What this position fails to recognize is the fact that a human life is implicated.

Should the law be faulted for making it more difficult for someone to kill an innocent human being? Should bank robbery be legalized so it is safe for felons?

Benedict J. Frederick Jr.



Illogical to resist regulating abortion

I was appalled by the letter "Scaring women away from right to choose?" (Jan. 18).

It is illogical for abortion centers not to be regulated. Beauty salons have to be accountable for a healthy environment. So do dentists' offices.

Abortion is a major surgery. If abortion is safe, there should be no problem in opening up the records without disclosing patients' personal information.

Mara Herzberger



Cutting cost of care is the real solution

I read with interest about the Maryland State Medical Society (MedChi) ad campaign to raise awareness of the high cost of malpractice insurance ("GOP caucus a hot session topic," Jan. 20). MedChi wants a limit on pain-and-suffering awards and says some doctor's saw insurance premiums increase 28 percent in the past year.

How about the pain and suffering of their patients? Insurance premiums are going up for all of us. I am a retiree of Harford County government, and our premiums have gone up an average of 47 percent a year for the past three years.

I don't have the option to raise my fees, as the MedChi doctors do. My choice, like that of other retirees, is to bite the bullet and pay the rising premiums, get another job to help pay the premiums or not have health insurance at all. This does not leave us with many good choices.

Maybe the answer is an overall lowering of all health costs nationwide.


Robert K. Taylor Sr.


'Civic' obligation to save energy

Nicholas Leonhardt's column "Good Car-ma" (Opinion Commentary Jan. 18) said there were three hybrid cars, and all had uninspiring names. However, he missed one: The Honda Civic I drive is a hybrid, and I take great pride in its appellation.

Indeed, I feel a "civic" responsibility to cut down on emissions, conserve fuels and tread as lightly as I can on the Earth in order to preserve it for future generations.

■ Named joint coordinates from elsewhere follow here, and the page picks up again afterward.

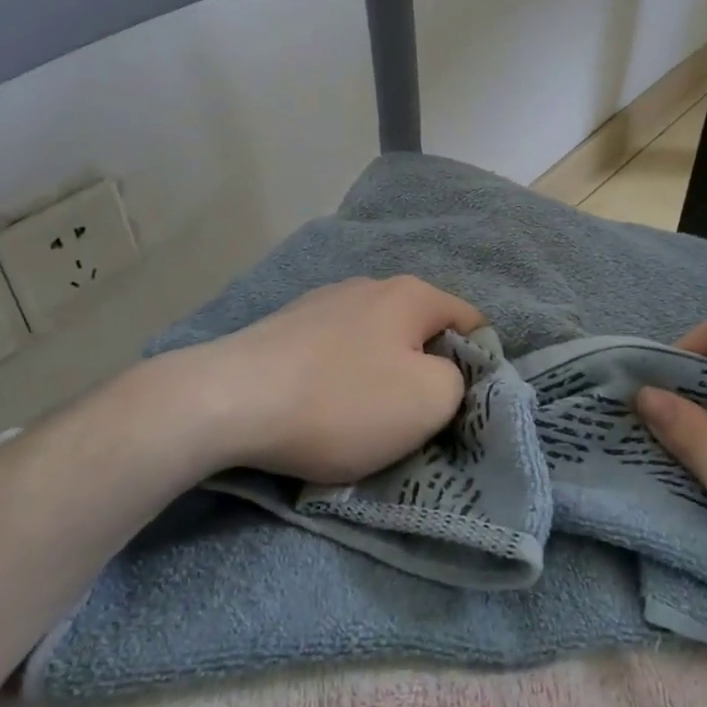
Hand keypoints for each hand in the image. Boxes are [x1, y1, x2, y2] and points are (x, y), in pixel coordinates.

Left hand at [183, 276, 484, 483]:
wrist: (227, 401)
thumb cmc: (341, 402)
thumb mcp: (429, 401)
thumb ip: (459, 381)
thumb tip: (444, 373)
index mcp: (411, 294)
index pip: (471, 322)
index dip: (480, 365)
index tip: (464, 408)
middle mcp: (369, 286)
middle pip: (420, 332)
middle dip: (426, 373)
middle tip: (416, 421)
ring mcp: (322, 302)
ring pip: (376, 343)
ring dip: (381, 377)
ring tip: (363, 420)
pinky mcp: (286, 326)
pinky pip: (335, 353)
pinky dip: (341, 378)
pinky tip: (321, 408)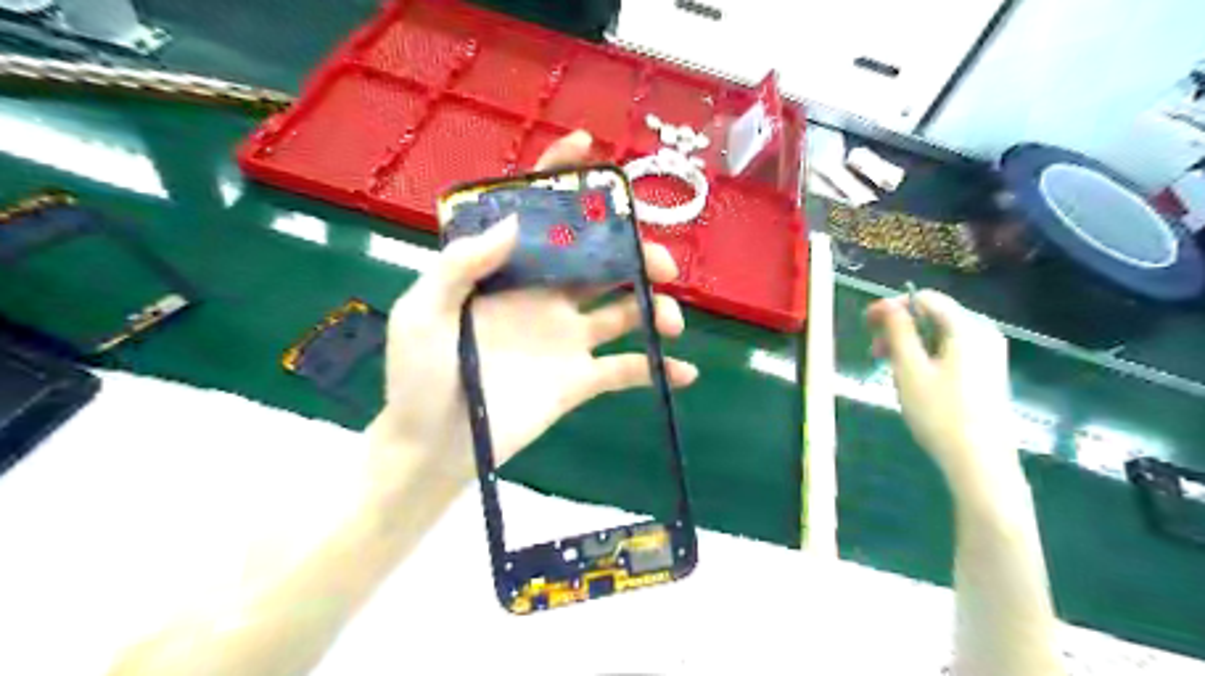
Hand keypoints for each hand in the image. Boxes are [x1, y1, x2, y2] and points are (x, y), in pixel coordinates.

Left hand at [368, 127, 697, 486]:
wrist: (434, 446)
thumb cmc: (419, 377)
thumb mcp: (422, 312)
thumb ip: (460, 265)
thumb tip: (514, 221)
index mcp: (508, 274)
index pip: (538, 216)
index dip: (561, 179)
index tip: (589, 150)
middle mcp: (544, 297)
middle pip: (600, 260)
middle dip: (636, 253)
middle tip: (661, 264)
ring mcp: (566, 339)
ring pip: (624, 310)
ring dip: (656, 309)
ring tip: (670, 321)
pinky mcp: (578, 380)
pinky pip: (626, 370)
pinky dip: (657, 368)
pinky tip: (685, 371)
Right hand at [866, 290, 1014, 480]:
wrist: (980, 462)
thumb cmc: (940, 412)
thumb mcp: (910, 369)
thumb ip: (898, 331)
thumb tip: (888, 304)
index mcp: (967, 328)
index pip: (926, 299)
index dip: (892, 306)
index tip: (866, 324)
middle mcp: (984, 334)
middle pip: (935, 317)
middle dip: (900, 328)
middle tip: (874, 352)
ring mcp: (990, 355)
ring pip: (941, 336)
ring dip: (911, 345)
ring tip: (890, 369)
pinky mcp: (989, 374)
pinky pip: (952, 352)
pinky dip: (928, 357)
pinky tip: (915, 381)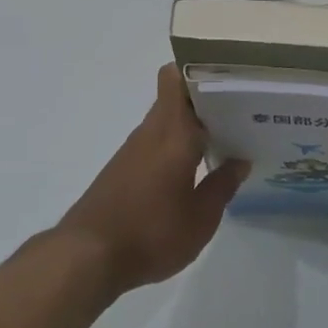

This isn't a perfect solution, but it's the best we've got, and I'm happy to avail myself of this technology.


Susan Hartman


Bringing comfort to the homeless

Thank you for the article about Patrick Rhodes' project of giving sleeping bags to homeless people ("Cold Comfort," Jan. 20). It is encouraging and refreshing not only to learn about a caring, action-oriented person such as Mr. Rhodes but also to be invited to actually help out with his project.

Many folks who are equally concerned about the plight of homeless people on our icy streets will respond to this story with practical help.

A future article about the success of the endeavor would also be helpful.